* Problem statement *
For each entry that follows, produce an exact copy.

---------------

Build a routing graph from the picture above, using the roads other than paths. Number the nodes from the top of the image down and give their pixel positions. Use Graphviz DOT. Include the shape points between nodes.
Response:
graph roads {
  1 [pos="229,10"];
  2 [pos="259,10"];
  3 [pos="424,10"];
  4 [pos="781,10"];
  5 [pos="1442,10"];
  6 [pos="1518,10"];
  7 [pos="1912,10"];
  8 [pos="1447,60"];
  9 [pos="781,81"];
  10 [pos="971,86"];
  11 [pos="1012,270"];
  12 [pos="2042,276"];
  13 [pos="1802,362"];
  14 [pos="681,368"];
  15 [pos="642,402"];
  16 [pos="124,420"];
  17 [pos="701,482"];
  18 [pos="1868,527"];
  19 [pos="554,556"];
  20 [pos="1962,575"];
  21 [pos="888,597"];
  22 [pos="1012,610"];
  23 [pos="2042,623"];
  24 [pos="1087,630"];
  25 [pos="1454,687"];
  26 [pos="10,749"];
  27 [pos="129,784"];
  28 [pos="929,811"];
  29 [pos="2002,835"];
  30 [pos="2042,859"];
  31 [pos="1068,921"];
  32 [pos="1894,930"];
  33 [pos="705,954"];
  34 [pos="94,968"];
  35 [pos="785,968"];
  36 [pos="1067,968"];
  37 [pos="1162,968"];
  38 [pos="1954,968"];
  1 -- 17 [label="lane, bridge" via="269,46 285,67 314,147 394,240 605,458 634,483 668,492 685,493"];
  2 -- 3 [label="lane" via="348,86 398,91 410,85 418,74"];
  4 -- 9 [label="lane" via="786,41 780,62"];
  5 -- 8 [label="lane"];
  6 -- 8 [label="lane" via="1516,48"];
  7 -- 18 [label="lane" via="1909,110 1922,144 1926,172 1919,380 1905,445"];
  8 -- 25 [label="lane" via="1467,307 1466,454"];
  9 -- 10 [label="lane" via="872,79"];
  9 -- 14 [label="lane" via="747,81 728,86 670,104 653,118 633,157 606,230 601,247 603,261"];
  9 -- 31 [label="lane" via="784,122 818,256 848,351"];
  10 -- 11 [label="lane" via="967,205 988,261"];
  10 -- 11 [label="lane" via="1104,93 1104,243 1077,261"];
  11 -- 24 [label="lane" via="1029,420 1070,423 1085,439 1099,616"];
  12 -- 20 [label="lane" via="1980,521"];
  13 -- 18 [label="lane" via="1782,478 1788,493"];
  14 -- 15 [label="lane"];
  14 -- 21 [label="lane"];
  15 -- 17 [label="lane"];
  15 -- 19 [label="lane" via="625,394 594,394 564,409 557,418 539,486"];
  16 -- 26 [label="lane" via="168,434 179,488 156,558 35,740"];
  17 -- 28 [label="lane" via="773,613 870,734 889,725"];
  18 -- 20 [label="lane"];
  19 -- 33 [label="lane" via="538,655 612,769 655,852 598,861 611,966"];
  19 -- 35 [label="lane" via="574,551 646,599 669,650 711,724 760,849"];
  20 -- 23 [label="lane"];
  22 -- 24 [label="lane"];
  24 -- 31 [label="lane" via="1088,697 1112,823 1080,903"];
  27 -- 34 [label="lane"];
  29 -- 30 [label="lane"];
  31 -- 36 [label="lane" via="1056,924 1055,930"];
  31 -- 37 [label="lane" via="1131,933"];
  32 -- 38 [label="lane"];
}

---------------

* Output *
Build a routing graph from the picture above, using the roads other than paths. Number the nodes from the top of the image down and give their pixel positions. Use Graphviz DOT. Include the shape points between nodes.
Response:
graph roads {
  1 [pos="229,10"];
  2 [pos="259,10"];
  3 [pos="424,10"];
  4 [pos="781,10"];
  5 [pos="1442,10"];
  6 [pos="1518,10"];
  7 [pos="1912,10"];
  8 [pos="1447,60"];
  9 [pos="781,81"];
  10 [pos="971,86"];
  11 [pos="1012,270"];
  12 [pos="2042,276"];
  13 [pos="1802,362"];
  14 [pos="681,368"];
  15 [pos="642,402"];
  16 [pos="124,420"];
  17 [pos="701,482"];
  18 [pos="1868,527"];
  19 [pos="554,556"];
  20 [pos="1962,575"];
  21 [pos="888,597"];
  22 [pos="1012,610"];
  23 [pos="2042,623"];
  24 [pos="1087,630"];
  25 [pos="1454,687"];
  26 [pos="10,749"];
  27 [pos="129,784"];
  28 [pos="929,811"];
  29 [pos="2002,835"];
  30 [pos="2042,859"];
  31 [pos="1068,921"];
  32 [pos="1894,930"];
  33 [pos="705,954"];
  34 [pos="94,968"];
  35 [pos="785,968"];
  36 [pos="1067,968"];
  37 [pos="1162,968"];
  38 [pos="1954,968"];
  1 -- 17 [label="lane, bridge" via="269,46 285,67 314,147 394,240 605,458 634,483 668,492 685,493"];
  2 -- 3 [label="lane" via="348,86 398,91 410,85 418,74"];
  4 -- 9 [label="lane" via="786,41 780,62"];
  5 -- 8 [label="lane"];
  6 -- 8 [label="lane" via="1516,48"];
  7 -- 18 [label="lane" via="1909,110 1922,144 1926,172 1919,380 1905,445"];
  8 -- 25 [label="lane" via="1467,307 1466,454"];
  9 -- 10 [label="lane" via="872,79"];
  9 -- 14 [label="lane" via="747,81 728,86 670,104 653,118 633,157 606,230 601,247 603,261"];
  9 -- 31 [label="lane" via="784,122 818,256 848,351"];
  10 -- 11 [label="lane" via="967,205 988,261"];
  10 -- 11 [label="lane" via="1104,93 1104,243 1077,261"];
  11 -- 24 [label="lane" via="1029,420 1070,423 1085,439 1099,616"];
  12 -- 20 [label="lane" via="1980,521"];
  13 -- 18 [label="lane" via="1782,478 1788,493"];
  14 -- 15 [label="lane"];
  14 -- 21 [label="lane"];
  15 -- 17 [label="lane"];
  15 -- 19 [label="lane" via="625,394 594,394 564,409 557,418 539,486"];
  16 -- 26 [label="lane" via="168,434 179,488 156,558 35,740"];
  17 -- 28 [label="lane" via="773,613 870,734 889,725"];
  18 -- 20 [label="lane"];
  19 -- 33 [label="lane" via="538,655 612,769 655,852 598,861 611,966"];
  19 -- 35 [label="lane" via="574,551 646,599 669,650 711,724 760,849"];
  20 -- 23 [label="lane"];
  22 -- 24 [label="lane"];
  24 -- 31 [label="lane" via="1088,697 1112,823 1080,903"];
  27 -- 34 [label="lane"];
  29 -- 30 [label="lane"];
  31 -- 36 [label="lane" via="1056,924 1055,930"];
  31 -- 37 [label="lane" via="1131,933"];
  32 -- 38 [label="lane"];
}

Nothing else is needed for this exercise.